また、申立人の「MONSTER ENERGY」のブランド名は、上記のエネルギー・スポーツ飲料に止まらず、スポーツウエア(被服)、運動用特殊衣服、運動用ヘルメット、ステッカー、リュックサックなどの商品についても商標登録し、実際にこれらの商品が「MONSTER ENERGY」のブランド名で販売されている。
申立人は、長年にわたり、自社の商品の販売促進活動の一環として、「MONSTER ENERGY」の名称の下で、サーフライダー、スケートボーダー、オートバイドライバー、カーレーサーなど、様々な分野のスポーツで活躍する世界の一流選手やレーシングチームとスポンサー契約を交わし、その競技活動の支援活動を行っている。
これらの選手等が着用するスポーツウエアなどの被服、運動用特殊衣服、運動用ヘルメット、車体等には「MONSTER ENERGY」の文字、そのロゴマーク及び「M」のデザインのロゴマークが付され、その写真やビデオが申立人のホームページのほか、これらの選手自身やスポーツファンのホームページ、ブログ、あるいは一般のニュースなどを通じて紹介されて話題になっており、我が国の需要者の間でも「MONSTER ENERGY」のブランド名が広く認識されるに至っている。
(ウ)本件商標の指定商品及び指定役務は、申立人が「MONSTER ENERGY」のブランド名を使用している被服、運動用特殊衣服、運動用ヘルメット、ステッカー(文房具類)、リュックサック(かばん類、袋物)並びにエネルギー・スポーツ飲料(清涼飲料、果実飲料、茶、コーヒー及びココア)と同一又は類似の商品及びこれらと密接に関連する商品をその指定商品中に多く含むものである。

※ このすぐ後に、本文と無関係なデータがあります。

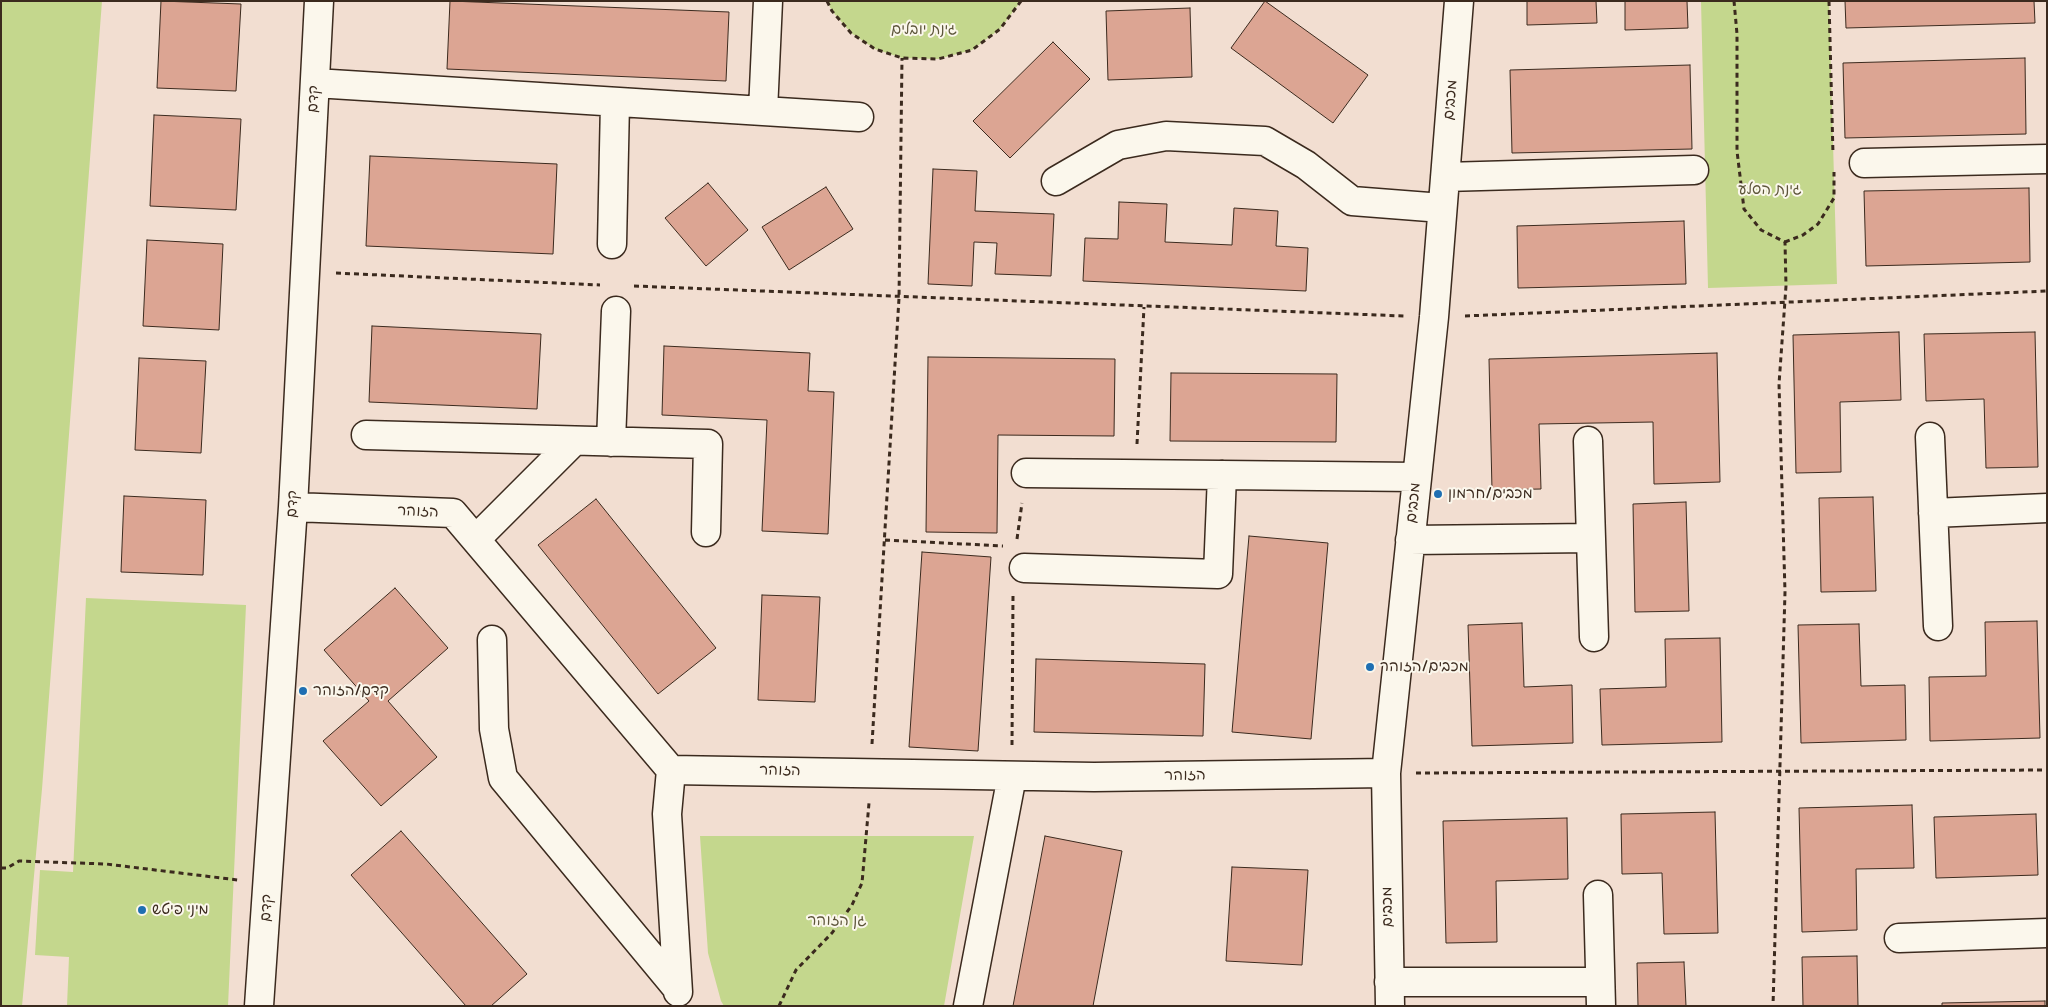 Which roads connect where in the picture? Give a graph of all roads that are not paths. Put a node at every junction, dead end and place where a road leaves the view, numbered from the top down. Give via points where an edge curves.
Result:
1 (319, 1) edge
2 (768, 1) edge
3 (1459, 1) edge
4 (315, 83) junction
5 (615, 102) junction
6 (763, 111) junction
7 (859, 117) dead end
8 (2047, 159) edge
9 (1864, 163) dead end
10 (1694, 170) dead end
11 (1445, 177) junction
12 (1056, 180) dead end
13 (1442, 208) junction
14 (612, 244) dead end
15 (616, 311) dead end
16 (366, 435) dead end
17 (1930, 437) dead end
18 (574, 441) junction
19 (1588, 441) dead end
20 (611, 442) junction
21 (1026, 473) road end
22 (1222, 475) junction
23 (1417, 477) junction
24 (293, 507) junction
25 (2047, 508) edge
26 (1933, 513) junction
27 (706, 532) dead end
28 (1591, 538) junction
29 (476, 539) junction
30 (1410, 540) junction
31 (1018, 561) road end
32 (1938, 626) dead end
33 (1594, 637) dead end
34 (492, 640) dead end
35 (671, 770) junction
36 (1386, 773) junction
37 (1012, 776) junction
38 (1598, 895) dead end
39 (2047, 932) edge
40 (1898, 938) dead end
41 (1389, 994) edge
42 (1601, 994) edge
43 (679, 997) edge
44 (259, 1006) edge
45 (968, 1006) edge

本件商標の構成中の「Monster/モンスター」の文字部分は、申立人の使用に係る「MONSTER ENERGY」の名称及び「MONSTER」の文字から構成される「MONSTER」シリーズの商品名と一致する。「モンスター」「MONSTER」の文字は、「モンスター」の称呼と「怪獣、モンスター」の観念を直感させる外来語として我が国の国民一般に広く親しまれているものであるから、需要者の記憶・印象に鮮明に残りやすい文字ということができる。
上記のとおり、申立人は、その構成中に「MONSTER」の文字を包含することを共通点とする異なる商品名をエネルギー・スポーツ飲料の個別商品名として使用し、これらは「MONSTER ENERGY」ブランドのシリーズ商品として認識理解されている。
しかも、本件商標は、申立人の「MONSTER」シリーズ商品名の中の「MONSTER GIRL」(引用商標6)と実質的に同一の文字から構成されている。
そうとすれば、本件商標が指定商品及び指定役務に使用された場合は、申立人の製造販売にかかる「MONSTER ENERGY」ブランドのシリーズ商品の一つと誤信され、あるいはまた、申立人と組織的又は経済的な関連を有する者の取り扱いに係る商品又は役務であると誤信され、その出所について混同を生ずるおそれが高いことが明らかである。
また、本件商標の指定商品及び指定役務についての使用は、「MONSTER ENERGY」のブランドの知名度、顧客吸引力にフリーライドし、その出所表示機能を希釈化するおそれがあると言わざるを得ない。
したがって、本件商標の登録は、商標法第4条第1項第15号に違反してなされものであるから取消すべきである。

3 当審の判断
(1)商標法第4条第1項第11号について
本件商標は、「Monster Girl」の欧文字と「モンスターガール」の片仮名よりなるところ、前記の各文字は、同じ書体、同じ大きさで、それぞれがまとまりよく一体的に表されており、視覚上、いずれかの文字が特に強い印象を与える部分ということができないものである。また、その構成中の「Monster」及び「モンスター」の文字部分は、「怪物、モンスター」の意味を有するものであり、「Girl」及び「ガール」の文字部分は、「女の子、少女」の意味を有するものであって、欧文字部分及び片仮名部分は、ともに「怪物少女」という程の意味合いを理解させるものである。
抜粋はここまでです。